Over the last year, the Ceph world drew me in. Partly because of my taste for distributed systems, but also because I think Ceph represents a great opportunity for MySQL specifically and databases in general. The shift from local storage to distributed storage is similar to the shift from bare disks host configuration to LVM-managed disks configuration.
Most of the work I’ve done with Ceph was in collaboration with folks from RedHat (mainly Brent Compton and Kyle Bader). This work resulted in a number of talks presented at the Percona Live conference in April and the RedHat Summit San Francisco at the end of June. I could write a lot about using Ceph with databases, and I hope this post is the first in a long series on Ceph. Before I starting with use cases, setup configurations and performance benchmarks, I think I should quickly review the architecture and principles behind Ceph.Introduction to Ceph
Inktank created Ceph a few years ago as a spin-off of the hosting company DreamHost. RedHat acquired Inktank in 2014 and now offers it as a storage solution. OpenStack uses Ceph as its dominant storage backend.
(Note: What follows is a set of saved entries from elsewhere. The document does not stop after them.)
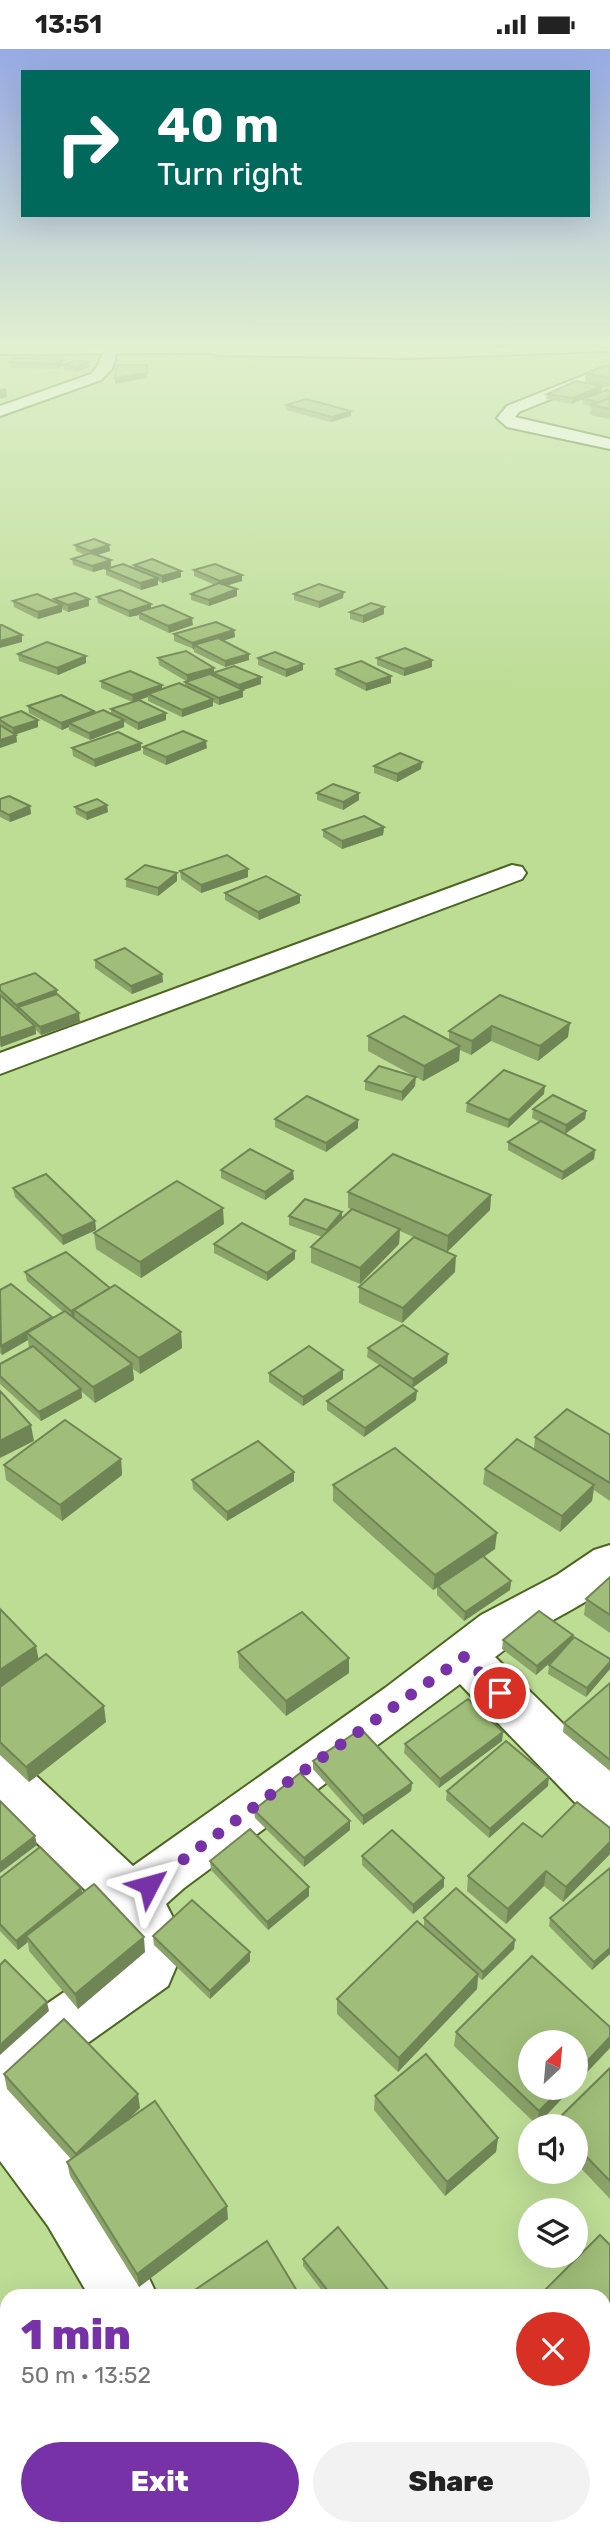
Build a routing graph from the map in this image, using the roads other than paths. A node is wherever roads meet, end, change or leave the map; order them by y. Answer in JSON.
{"nodes":[{"id":1,"x":512,"y":873,"type":"dead end"},
{"id":2,"x":0,"y":1064,"type":"edge"},
{"id":3,"x":610,"y":1562,"type":"edge"},
{"id":4,"x":464,"y":1657,"type":"junction"},
{"id":5,"x":0,"y":1774,"type":"edge"},
{"id":6,"x":610,"y":1804,"type":"edge"},
{"id":7,"x":132,"y":1900,"type":"junction"},
{"id":8,"x":0,"y":2091,"type":"edge"},
{"id":9,"x":0,"y":2112,"type":"edge"},
{"id":10,"x":121,"y":2289,"type":"edge"}],
"edges":[{"from":1,"to":2,"type":"main road"},
{"from":3,"to":4,"type":"main road"},
{"from":4,"to":6,"type":"main road"},
{"from":4,"to":7,"type":"main road"},
{"from":5,"to":7,"type":"main road"},
{"from":7,"to":8,"type":"main road"},
{"from":9,"to":10,"type":"main road"}]}
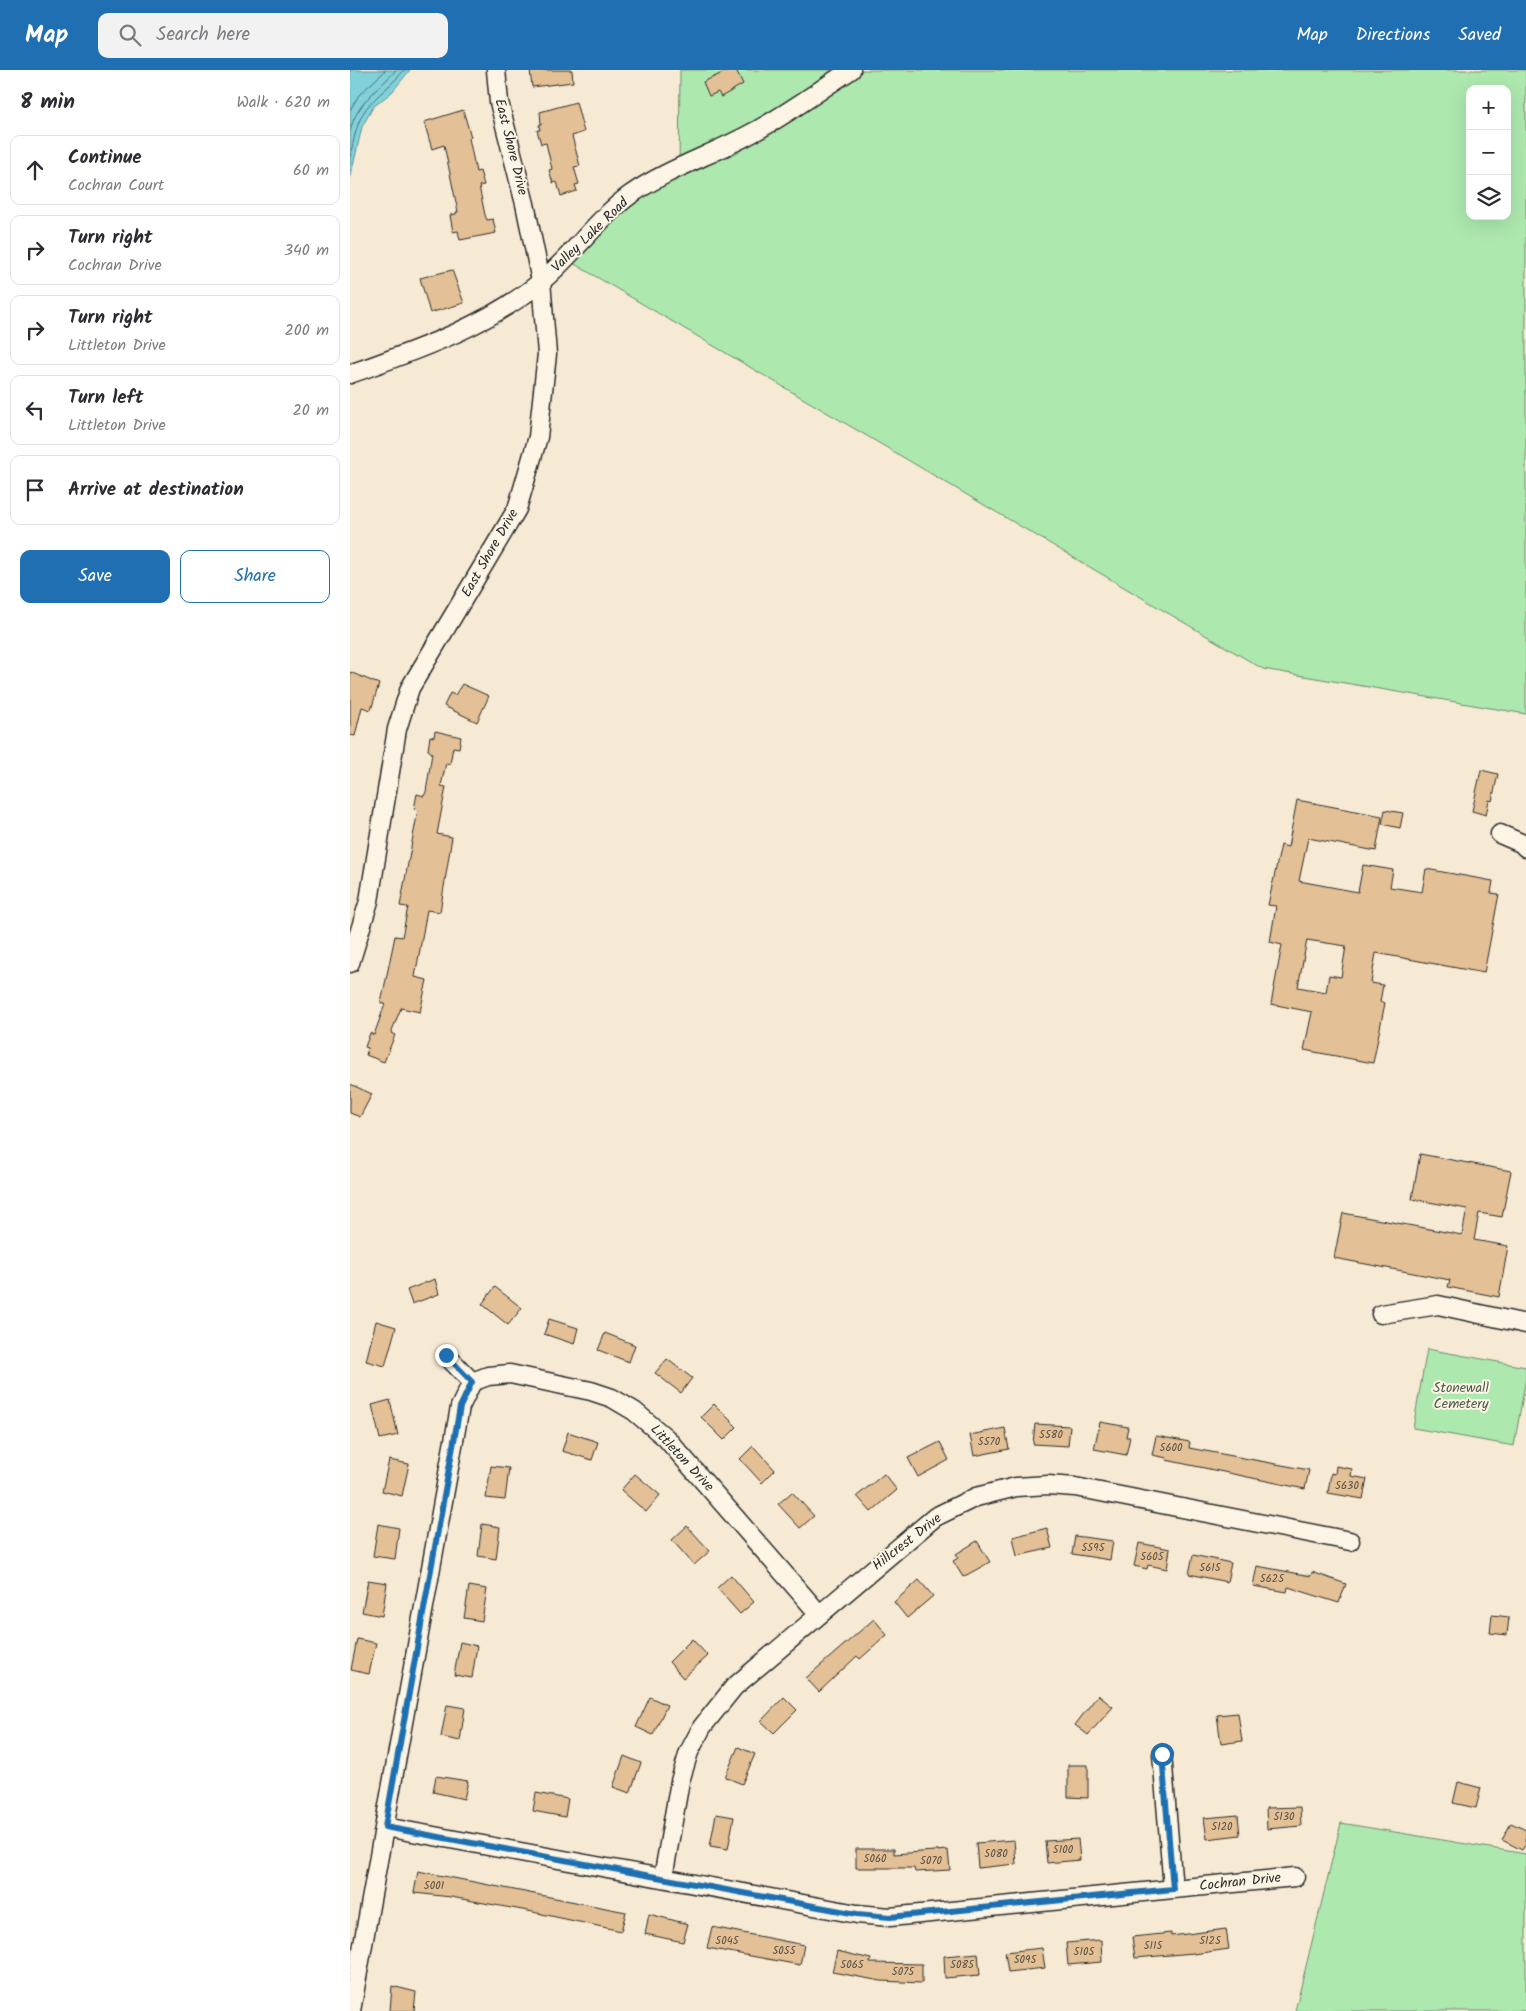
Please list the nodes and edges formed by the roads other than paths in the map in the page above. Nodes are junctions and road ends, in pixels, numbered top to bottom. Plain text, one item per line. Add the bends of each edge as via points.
1 (496, 70) edge
2 (851, 70) edge
3 (541, 281) junction
4 (350, 374) edge
5 (1500, 834) dead end
6 (1526, 848) edge
7 (350, 962) edge
8 (1381, 1314) dead end
9 (1526, 1324) edge
10 (446, 1355) dead end
11 (472, 1382) junction
12 (1350, 1541) dead end
13 (819, 1614) junction
14 (1162, 1754) dead end
15 (385, 1827) junction
16 (1295, 1877) dead end
17 (663, 1878) junction
18 (1173, 1889) junction
19 (351, 2011) edge

1 - 3 street, East Shore Drive via 498,102
2 - 3 street, Valley Lake Road via 752,133 630,195
3 - 4 street, Valley Lake Road via 502,309 442,340
3 - 7 street, East Shore Drive via 546,354 538,437 517,510 410,688 397,728 369,901
5 - 6 street
8 - 9 street via 1438,1305
10 - 11 street
11 - 13 street, Littleton Drive via 488,1376 510,1374 591,1391 612,1398 634,1411 666,1438
11 - 15 street via 460,1407
12 - 13 street, Hillcrest Drive via 1076,1487 1016,1487 976,1497 935,1517
13 - 17 street, Hillcrest Drive via 734,1687 702,1728 680,1781
14 - 18 street
15 - 17 street, Cochran Drive
15 - 19 street
16 - 18 street, Cochran Drive
17 - 18 street, Cochran Drive via 857,1914 890,1917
This blog, however, focuses on a more general review and isn’t restricted to a virtual environment.
A simplistic way of describing Ceph is to say it is an object store, just like S3 or Swift. This is a true statement but only up to a certain point. There are minimally two types of nodes with Ceph, monitors and object storage daemons (OSDs). The monitor nodes are responsible for maintaining a map of the cluster or, if you prefer, the Ceph cluster metadata. Without access to the information provided by the monitor nodes, the cluster is useless. Redundancy and quorum at the monitor level are important.
Any non-trivial Ceph setup has at least three monitors. The monitors are fairly lightweight processes and can be co-hosted on OSD nodes (the other node type needed in a minimal setup). The OSD nodes store the data on disk, and a single physical server can host many OSD nodes – though it would make little sense for it to host more than one monitor node. The OSD nodes are listed in the cluster metadata (the “crushmap”) in a hierarchy that can span data centers, racks, servers, etc. It is also possible to organize the OSDs by disk types to store some objects on SSD disks and other objects on rotating disks.
With the information provided by the monitors’ crushmap, any client can access data based on a predetermined hash algorithm. There’s no need for a relaying proxy. This becomes a big scalability factor since these proxies can be performance bottlenecks. Architecture-wise, it is somewhat similar to the NDB API, where – given a cluster map provided by the NDB management node – clients can directly access the data on data nodes.
Ceph stores data in a logical container call a pool. With the pool definition comes a number of placement groups. The placement groups are shards of data across the pool. For example, on a four-node Ceph cluster, if a pool is defined with 256 placement groups (pg), then each OSD will have 64 pgs for that pool. You can view the pgs as a level of indirection to smooth out the data distribution across the nodes. At the pool level, you define the replication factor (“size” in Ceph terminology).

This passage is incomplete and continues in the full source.